What is being asked: In the entries, find all lines that hold the word "pixel" and copy them.

Provided records:
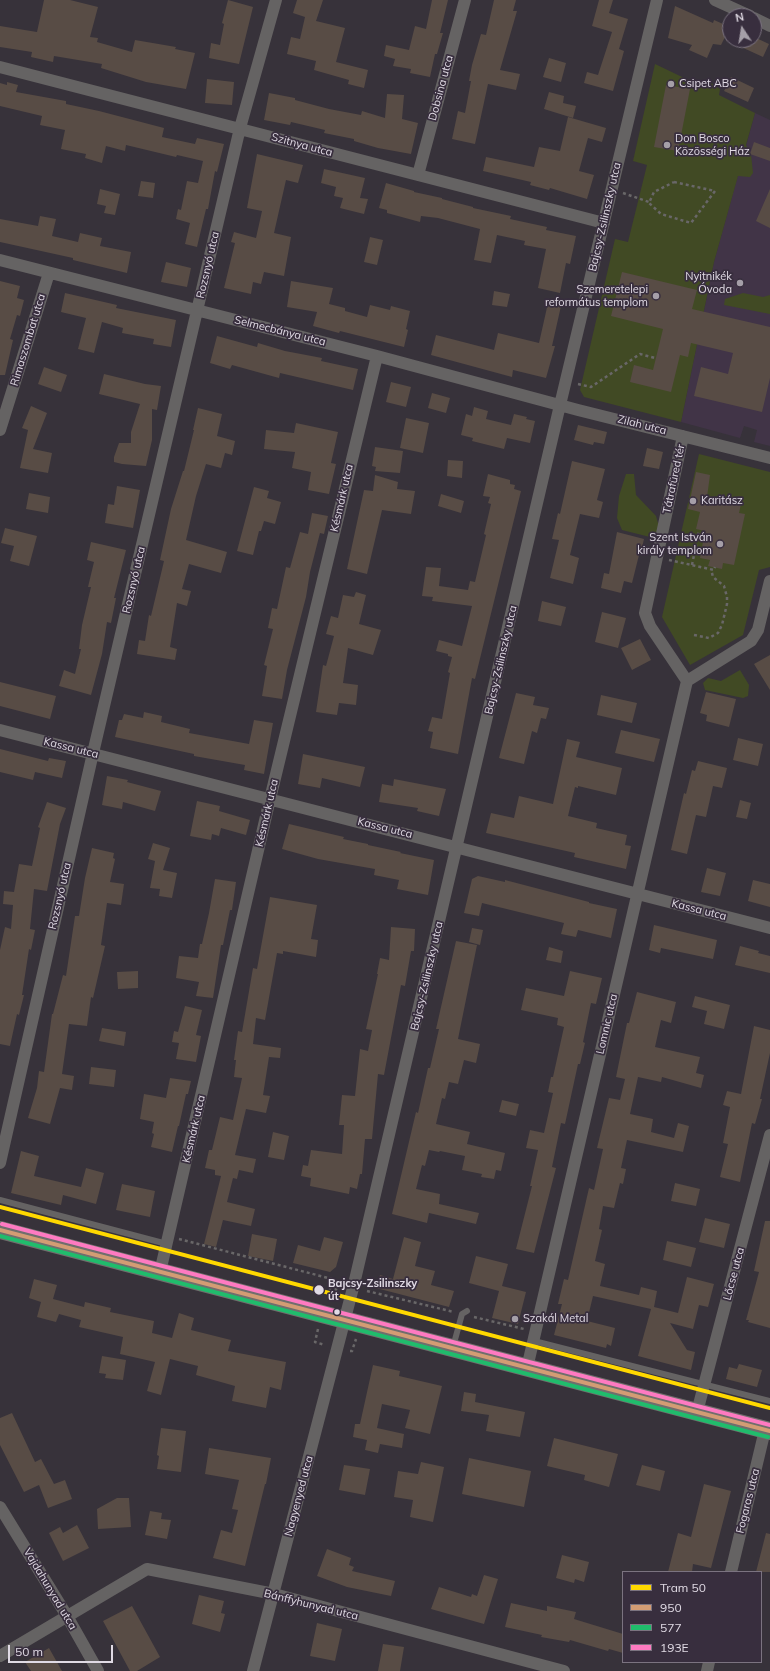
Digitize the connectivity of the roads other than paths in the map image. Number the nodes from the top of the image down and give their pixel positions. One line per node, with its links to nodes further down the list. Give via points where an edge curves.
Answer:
* * *
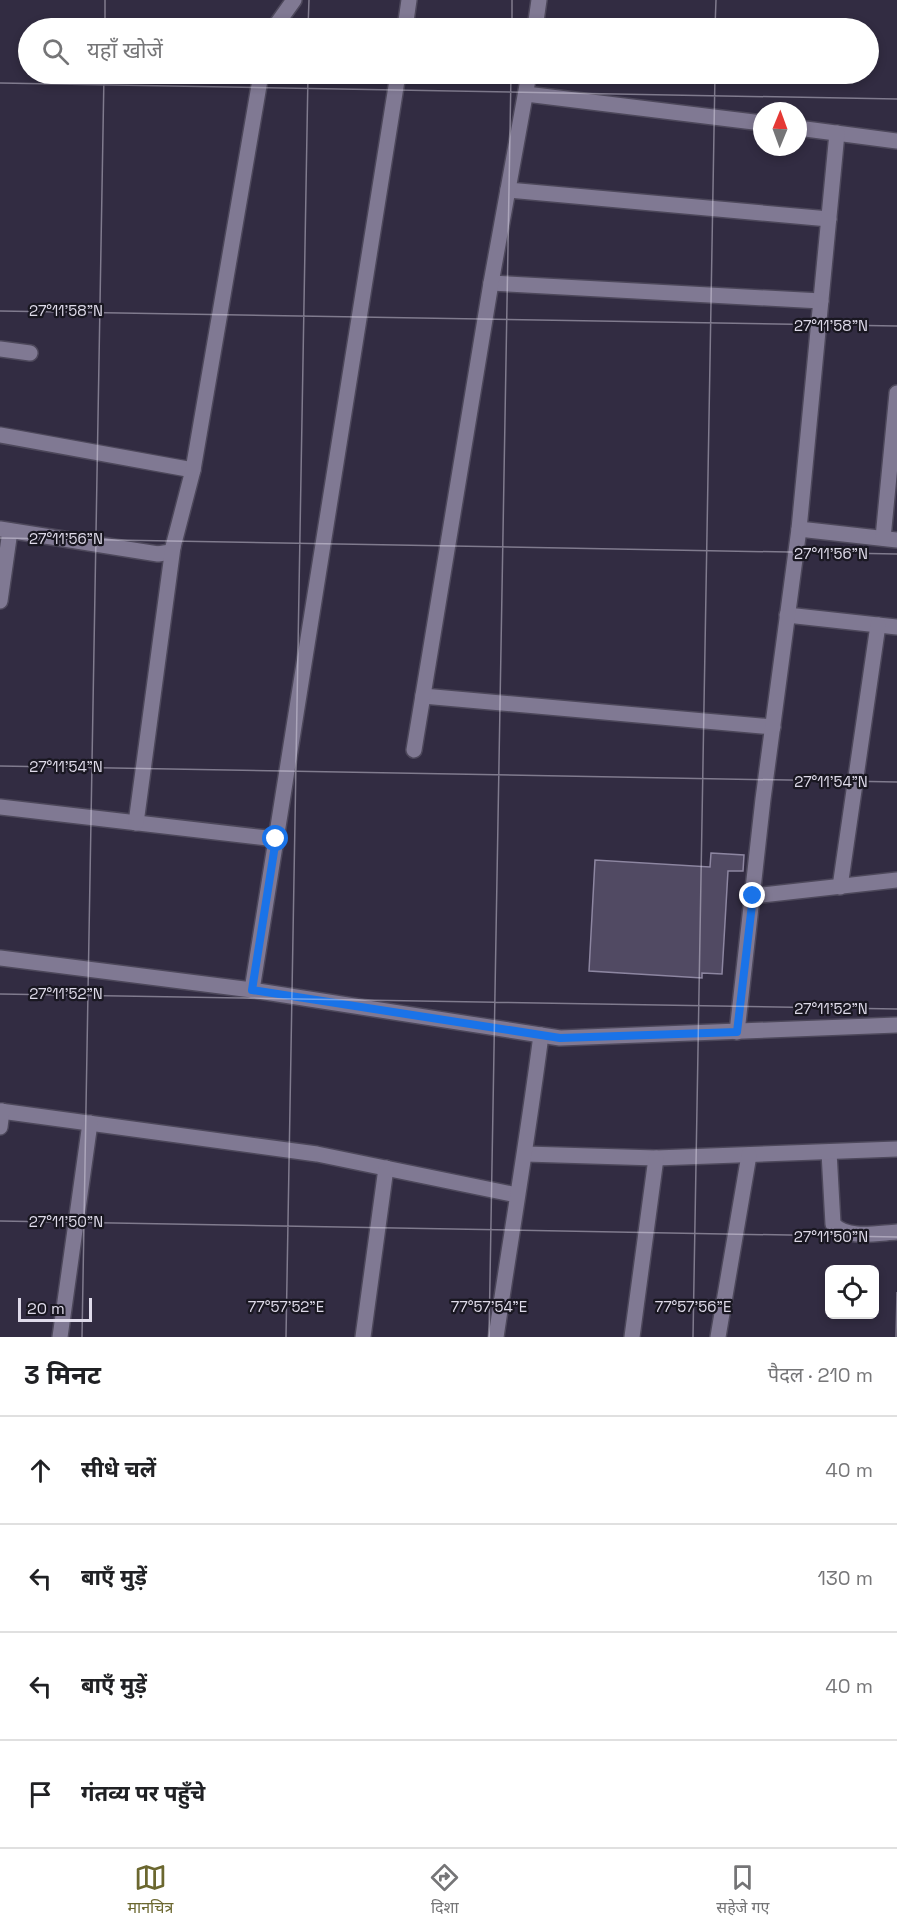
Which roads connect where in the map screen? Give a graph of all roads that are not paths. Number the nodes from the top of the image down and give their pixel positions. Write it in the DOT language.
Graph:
* * *
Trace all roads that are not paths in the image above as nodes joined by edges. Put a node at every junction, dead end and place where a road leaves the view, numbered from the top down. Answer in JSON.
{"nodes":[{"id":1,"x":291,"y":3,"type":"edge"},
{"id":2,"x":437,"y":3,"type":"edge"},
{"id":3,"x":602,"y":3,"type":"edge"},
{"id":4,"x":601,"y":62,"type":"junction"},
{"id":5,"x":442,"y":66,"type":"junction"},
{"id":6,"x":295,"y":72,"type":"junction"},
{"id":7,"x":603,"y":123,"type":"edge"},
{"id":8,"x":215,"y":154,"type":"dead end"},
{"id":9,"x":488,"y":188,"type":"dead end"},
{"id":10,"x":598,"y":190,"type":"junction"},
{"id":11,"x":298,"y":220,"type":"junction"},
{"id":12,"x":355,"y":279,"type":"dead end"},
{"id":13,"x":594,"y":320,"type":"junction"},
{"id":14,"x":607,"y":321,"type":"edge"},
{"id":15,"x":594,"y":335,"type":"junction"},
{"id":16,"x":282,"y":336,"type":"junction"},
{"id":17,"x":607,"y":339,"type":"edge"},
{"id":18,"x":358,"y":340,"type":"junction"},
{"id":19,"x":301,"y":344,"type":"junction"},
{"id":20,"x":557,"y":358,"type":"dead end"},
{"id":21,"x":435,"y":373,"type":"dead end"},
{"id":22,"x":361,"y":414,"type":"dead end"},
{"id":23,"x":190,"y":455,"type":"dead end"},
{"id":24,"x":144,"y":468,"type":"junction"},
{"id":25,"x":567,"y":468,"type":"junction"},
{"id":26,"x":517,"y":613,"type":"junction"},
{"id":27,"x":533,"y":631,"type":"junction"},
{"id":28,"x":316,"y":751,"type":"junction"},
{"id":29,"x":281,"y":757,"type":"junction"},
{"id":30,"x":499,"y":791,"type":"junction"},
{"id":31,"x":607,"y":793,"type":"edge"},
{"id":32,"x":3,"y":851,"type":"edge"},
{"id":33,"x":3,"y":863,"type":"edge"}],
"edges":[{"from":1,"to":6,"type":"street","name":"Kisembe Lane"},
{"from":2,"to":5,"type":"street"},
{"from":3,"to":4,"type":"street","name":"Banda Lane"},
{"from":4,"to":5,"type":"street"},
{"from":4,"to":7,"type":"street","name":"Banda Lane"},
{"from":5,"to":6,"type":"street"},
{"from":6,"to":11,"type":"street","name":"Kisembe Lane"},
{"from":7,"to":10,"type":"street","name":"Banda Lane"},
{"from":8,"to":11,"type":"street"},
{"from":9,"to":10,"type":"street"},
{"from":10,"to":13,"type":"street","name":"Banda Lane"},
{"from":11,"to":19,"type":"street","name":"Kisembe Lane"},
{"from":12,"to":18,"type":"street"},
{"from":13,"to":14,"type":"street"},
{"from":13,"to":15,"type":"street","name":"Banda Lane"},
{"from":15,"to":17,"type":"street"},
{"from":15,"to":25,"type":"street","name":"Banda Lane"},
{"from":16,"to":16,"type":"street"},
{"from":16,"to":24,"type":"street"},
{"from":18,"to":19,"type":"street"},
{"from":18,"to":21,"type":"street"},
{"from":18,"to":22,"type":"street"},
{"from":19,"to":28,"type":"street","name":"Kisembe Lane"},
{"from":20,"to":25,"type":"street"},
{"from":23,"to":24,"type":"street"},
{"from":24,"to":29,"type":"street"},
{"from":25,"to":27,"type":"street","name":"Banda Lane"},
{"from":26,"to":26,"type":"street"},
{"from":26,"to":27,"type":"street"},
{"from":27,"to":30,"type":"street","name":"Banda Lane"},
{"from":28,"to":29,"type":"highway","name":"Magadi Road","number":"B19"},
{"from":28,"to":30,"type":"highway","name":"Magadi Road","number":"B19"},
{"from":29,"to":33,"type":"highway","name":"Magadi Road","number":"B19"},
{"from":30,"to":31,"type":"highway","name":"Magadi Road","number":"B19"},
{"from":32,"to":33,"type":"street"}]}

Answer below:
Digitize the connectivity of the roads other than paths in the map image. Number the nodes from the top of the image down and give their pixel positions. One line per node, with its links to nodes further down the list. Give via points where an edge curves.
Which roads connect where in the map screen? Give a graph of all roads that are not paths. Number the nodes from the top of the image down and give their pixel positions. Write it in the DOT language.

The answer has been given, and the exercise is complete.